Which of the lines below include the word "name"? Pull each one out.

Stored items
===============

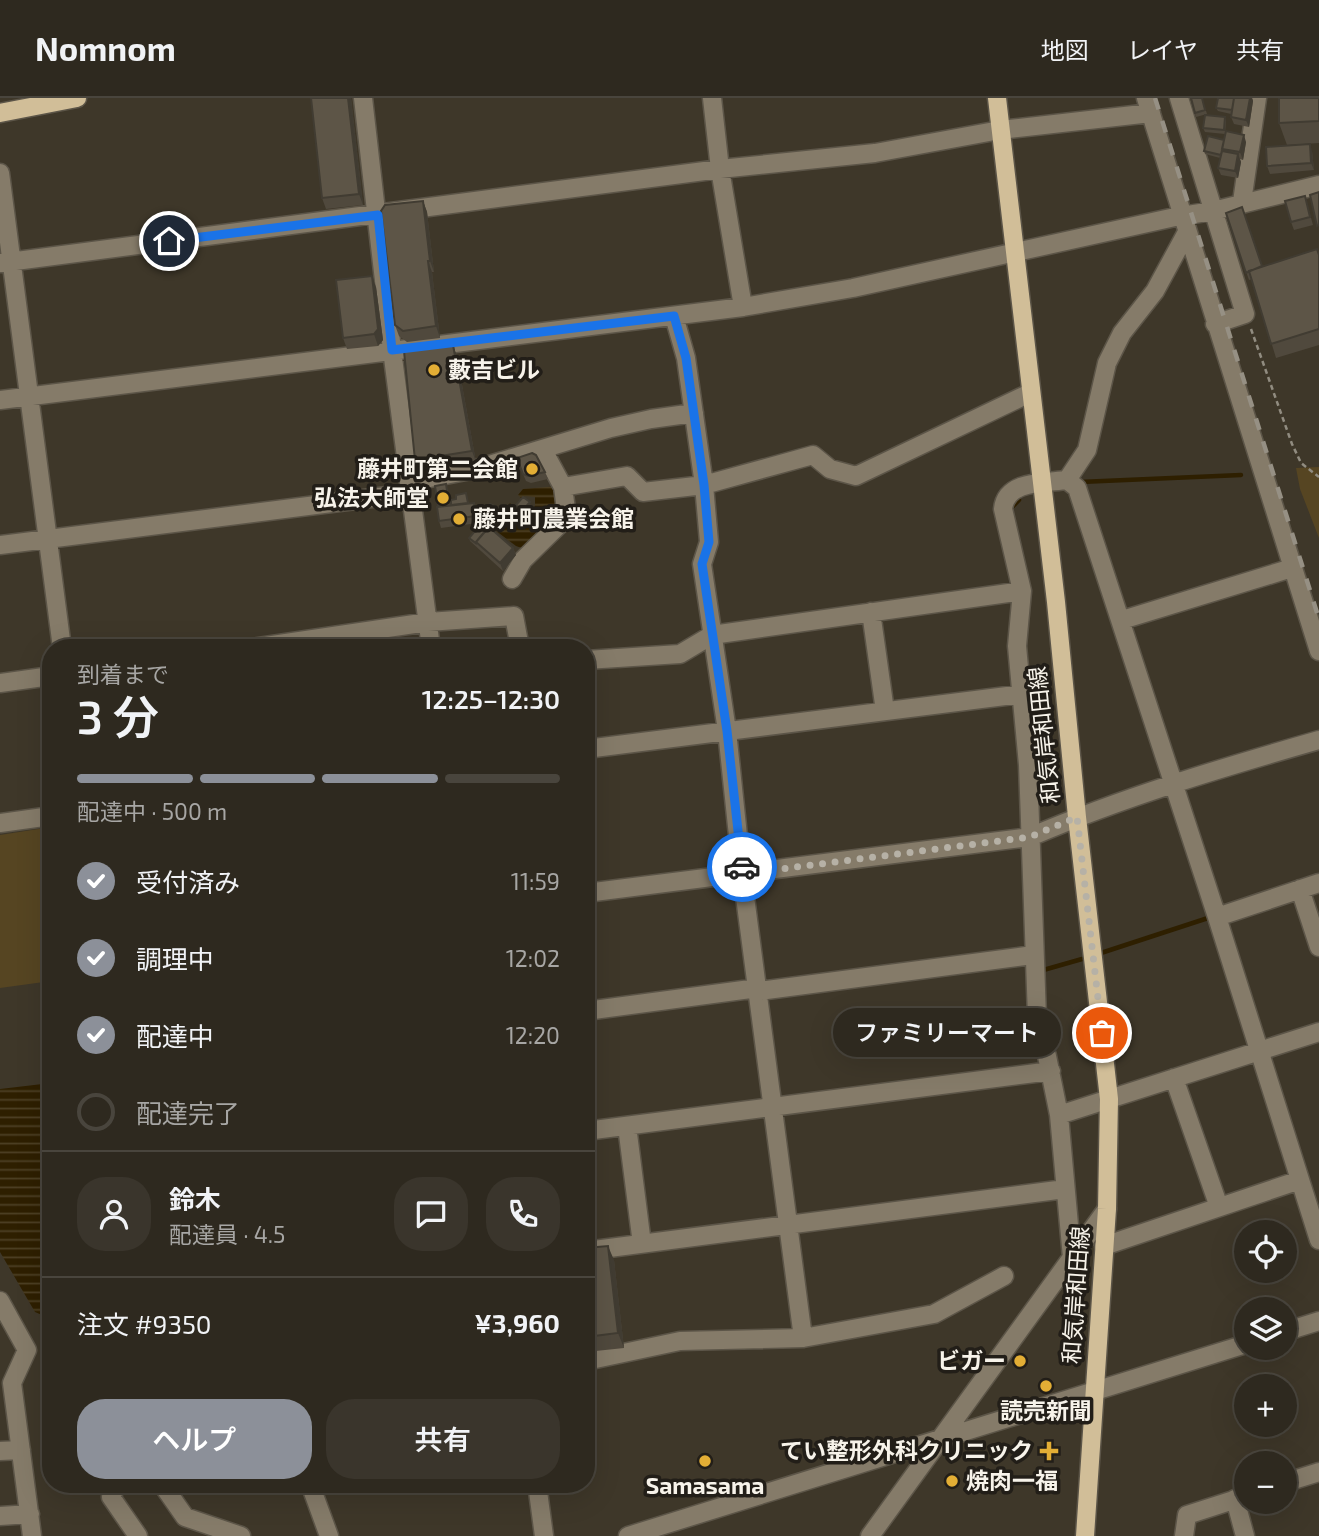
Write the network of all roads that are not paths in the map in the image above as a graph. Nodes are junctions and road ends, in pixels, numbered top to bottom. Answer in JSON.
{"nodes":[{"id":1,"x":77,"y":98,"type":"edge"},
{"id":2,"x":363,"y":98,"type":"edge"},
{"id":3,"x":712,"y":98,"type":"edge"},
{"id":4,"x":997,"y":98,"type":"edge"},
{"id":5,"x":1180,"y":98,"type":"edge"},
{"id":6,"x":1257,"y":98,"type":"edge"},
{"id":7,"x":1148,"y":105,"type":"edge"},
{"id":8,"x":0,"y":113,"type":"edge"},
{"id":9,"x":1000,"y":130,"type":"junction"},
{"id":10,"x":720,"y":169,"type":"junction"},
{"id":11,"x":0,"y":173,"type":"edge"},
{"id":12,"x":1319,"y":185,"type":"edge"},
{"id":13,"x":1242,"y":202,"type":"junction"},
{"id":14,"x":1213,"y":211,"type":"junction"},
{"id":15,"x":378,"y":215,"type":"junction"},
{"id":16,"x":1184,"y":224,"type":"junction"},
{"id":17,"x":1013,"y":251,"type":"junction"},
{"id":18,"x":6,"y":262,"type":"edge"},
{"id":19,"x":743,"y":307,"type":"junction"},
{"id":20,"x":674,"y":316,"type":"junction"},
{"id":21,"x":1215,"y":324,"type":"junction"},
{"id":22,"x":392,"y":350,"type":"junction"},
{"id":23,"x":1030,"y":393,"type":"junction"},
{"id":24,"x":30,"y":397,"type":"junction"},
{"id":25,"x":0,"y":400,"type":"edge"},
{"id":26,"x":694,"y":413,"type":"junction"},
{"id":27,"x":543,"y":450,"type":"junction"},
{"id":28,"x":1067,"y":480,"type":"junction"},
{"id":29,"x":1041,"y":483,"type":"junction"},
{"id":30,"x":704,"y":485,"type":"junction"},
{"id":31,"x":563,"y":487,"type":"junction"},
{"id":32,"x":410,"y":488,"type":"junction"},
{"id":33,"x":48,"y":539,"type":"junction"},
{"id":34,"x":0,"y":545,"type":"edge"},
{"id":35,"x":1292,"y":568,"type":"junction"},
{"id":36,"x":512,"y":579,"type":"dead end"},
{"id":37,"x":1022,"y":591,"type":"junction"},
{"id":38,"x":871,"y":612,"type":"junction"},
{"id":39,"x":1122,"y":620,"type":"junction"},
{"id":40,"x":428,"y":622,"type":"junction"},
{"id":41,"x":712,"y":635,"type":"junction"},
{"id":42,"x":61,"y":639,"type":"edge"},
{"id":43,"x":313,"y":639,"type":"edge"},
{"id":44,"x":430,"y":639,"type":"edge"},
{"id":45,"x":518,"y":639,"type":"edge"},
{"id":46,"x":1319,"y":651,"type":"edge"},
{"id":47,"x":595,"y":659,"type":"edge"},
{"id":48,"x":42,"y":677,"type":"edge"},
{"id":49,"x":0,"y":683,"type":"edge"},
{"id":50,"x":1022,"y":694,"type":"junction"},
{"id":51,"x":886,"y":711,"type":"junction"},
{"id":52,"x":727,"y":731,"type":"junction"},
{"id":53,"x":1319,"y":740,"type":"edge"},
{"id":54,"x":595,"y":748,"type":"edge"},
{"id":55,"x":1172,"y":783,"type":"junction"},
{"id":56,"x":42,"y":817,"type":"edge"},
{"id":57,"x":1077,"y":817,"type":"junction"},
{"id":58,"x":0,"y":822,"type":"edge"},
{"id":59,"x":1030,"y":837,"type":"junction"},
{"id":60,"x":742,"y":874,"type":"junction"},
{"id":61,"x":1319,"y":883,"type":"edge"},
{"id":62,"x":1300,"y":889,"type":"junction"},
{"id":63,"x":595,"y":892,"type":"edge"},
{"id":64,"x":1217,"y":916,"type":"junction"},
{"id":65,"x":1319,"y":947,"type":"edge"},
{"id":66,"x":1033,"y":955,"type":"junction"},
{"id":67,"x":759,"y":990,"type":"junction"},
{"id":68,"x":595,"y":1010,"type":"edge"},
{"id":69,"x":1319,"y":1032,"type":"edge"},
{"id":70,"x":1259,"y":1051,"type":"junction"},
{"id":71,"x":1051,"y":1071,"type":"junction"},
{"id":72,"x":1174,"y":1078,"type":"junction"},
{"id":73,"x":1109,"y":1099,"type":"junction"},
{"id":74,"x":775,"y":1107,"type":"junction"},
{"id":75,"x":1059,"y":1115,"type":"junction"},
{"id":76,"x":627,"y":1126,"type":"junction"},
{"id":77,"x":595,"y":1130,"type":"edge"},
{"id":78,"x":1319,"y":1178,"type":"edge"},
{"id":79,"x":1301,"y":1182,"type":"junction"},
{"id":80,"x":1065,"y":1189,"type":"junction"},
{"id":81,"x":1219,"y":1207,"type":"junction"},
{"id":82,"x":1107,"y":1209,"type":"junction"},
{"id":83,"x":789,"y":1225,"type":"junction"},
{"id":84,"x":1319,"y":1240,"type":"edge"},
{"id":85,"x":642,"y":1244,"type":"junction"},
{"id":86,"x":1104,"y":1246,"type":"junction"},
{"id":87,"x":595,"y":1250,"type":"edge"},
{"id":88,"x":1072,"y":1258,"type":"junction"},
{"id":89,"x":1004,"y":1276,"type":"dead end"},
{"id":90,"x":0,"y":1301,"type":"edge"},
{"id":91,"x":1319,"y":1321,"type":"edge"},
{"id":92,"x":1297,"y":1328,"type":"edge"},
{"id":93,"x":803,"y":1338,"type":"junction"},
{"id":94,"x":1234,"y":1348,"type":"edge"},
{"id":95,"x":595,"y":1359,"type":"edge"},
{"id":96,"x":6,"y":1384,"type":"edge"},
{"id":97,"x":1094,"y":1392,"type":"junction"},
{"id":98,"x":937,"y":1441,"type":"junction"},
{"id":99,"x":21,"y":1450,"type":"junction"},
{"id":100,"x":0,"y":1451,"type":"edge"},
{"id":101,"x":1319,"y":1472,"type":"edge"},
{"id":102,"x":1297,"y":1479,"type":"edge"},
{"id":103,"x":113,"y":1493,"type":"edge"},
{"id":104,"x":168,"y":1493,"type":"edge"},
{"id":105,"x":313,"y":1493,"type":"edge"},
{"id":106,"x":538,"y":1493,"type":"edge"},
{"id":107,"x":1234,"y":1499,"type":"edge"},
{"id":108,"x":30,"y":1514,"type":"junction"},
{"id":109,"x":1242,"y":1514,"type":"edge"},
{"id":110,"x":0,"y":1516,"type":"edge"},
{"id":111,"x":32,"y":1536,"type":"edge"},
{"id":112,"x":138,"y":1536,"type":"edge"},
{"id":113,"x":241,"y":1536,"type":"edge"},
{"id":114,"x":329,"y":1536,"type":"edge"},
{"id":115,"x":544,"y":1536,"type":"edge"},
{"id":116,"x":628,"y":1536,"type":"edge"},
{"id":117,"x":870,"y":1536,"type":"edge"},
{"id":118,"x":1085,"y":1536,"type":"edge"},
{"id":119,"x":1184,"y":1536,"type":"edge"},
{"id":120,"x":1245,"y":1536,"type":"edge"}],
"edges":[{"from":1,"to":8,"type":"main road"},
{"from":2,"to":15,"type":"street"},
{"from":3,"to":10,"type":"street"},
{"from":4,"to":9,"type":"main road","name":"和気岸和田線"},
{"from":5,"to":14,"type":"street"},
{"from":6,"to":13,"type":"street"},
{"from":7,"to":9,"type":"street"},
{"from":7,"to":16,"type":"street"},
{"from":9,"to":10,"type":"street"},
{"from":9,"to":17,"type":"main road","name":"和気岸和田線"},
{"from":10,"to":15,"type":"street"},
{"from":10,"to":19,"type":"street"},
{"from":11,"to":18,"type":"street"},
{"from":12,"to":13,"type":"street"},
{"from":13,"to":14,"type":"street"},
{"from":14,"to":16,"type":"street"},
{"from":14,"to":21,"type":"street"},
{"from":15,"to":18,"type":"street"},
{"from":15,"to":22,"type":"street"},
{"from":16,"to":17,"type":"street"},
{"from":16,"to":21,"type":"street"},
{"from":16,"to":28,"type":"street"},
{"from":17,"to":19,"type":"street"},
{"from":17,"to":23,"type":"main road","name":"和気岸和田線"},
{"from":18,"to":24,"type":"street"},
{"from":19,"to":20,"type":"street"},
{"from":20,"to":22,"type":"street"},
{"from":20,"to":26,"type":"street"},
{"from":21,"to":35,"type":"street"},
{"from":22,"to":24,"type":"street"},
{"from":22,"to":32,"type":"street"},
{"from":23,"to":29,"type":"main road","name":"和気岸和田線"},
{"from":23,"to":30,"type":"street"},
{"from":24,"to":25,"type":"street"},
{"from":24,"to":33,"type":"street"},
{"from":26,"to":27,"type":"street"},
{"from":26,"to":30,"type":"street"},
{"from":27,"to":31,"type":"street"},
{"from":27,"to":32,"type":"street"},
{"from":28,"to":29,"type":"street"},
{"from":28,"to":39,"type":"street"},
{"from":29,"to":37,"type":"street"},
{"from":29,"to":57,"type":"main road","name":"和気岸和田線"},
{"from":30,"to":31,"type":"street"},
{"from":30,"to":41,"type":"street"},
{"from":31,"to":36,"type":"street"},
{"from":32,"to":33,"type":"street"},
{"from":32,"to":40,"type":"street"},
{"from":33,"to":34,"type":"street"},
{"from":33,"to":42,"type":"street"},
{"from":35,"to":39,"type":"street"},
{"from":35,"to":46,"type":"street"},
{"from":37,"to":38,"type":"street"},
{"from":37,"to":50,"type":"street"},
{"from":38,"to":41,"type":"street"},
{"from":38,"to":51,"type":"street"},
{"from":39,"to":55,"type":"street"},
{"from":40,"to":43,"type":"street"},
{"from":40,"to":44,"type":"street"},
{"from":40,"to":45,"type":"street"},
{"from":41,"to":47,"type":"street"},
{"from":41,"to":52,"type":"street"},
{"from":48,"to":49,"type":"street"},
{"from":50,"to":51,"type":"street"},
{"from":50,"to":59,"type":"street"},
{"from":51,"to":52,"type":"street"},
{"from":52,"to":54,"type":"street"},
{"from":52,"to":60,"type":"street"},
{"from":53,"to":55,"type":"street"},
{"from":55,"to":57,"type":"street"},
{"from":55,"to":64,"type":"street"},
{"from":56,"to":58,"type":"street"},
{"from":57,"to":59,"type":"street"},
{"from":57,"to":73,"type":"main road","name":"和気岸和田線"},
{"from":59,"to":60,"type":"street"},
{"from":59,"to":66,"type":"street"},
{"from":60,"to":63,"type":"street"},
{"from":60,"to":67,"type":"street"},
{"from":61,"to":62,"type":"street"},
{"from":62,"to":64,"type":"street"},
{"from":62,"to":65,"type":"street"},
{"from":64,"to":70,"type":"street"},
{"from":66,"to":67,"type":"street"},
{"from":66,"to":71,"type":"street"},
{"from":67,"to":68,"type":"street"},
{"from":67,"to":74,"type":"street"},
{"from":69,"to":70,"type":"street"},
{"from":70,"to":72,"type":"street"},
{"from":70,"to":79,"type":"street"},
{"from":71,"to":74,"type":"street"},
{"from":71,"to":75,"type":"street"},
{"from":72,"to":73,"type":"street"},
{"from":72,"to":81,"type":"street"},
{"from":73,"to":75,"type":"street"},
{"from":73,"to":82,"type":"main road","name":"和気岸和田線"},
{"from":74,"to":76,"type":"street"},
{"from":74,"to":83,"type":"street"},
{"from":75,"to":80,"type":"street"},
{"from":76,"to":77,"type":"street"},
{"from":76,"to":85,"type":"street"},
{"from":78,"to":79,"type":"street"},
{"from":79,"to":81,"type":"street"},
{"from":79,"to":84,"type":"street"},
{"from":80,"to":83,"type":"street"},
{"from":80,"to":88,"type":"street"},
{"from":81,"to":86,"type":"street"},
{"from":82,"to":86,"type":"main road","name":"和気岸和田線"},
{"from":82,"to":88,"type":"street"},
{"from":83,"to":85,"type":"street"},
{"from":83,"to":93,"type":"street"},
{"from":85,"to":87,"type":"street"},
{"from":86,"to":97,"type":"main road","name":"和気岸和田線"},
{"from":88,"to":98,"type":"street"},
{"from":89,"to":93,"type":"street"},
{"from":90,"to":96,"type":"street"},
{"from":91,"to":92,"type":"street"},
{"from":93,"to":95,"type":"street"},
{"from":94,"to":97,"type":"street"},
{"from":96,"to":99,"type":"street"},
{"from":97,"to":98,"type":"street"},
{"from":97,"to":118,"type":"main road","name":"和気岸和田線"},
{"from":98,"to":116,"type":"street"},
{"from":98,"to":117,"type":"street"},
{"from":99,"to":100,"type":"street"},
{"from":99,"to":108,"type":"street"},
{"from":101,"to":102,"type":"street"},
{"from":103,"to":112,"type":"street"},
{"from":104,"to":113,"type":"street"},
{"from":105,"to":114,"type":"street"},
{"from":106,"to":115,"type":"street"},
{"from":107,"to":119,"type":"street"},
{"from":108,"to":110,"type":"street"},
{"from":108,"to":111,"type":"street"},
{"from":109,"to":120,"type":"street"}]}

===============

● **Answer box**:
{"from":4,"to":9,"type":"main road","name":"和気岸和田線"},
{"from":9,"to":17,"type":"main road","name":"和気岸和田線"},
{"from":17,"to":23,"type":"main road","name":"和気岸和田線"},
{"from":23,"to":29,"type":"main road","name":"和気岸和田線"},
{"from":29,"to":57,"type":"main road","name":"和気岸和田線"},
{"from":57,"to":73,"type":"main road","name":"和気岸和田線"},
{"from":73,"to":82,"type":"main road","name":"和気岸和田線"},
{"from":82,"to":86,"type":"main road","name":"和気岸和田線"},
{"from":86,"to":97,"type":"main road","name":"和気岸和田線"},
{"from":97,"to":118,"type":"main road","name":"和気岸和田線"},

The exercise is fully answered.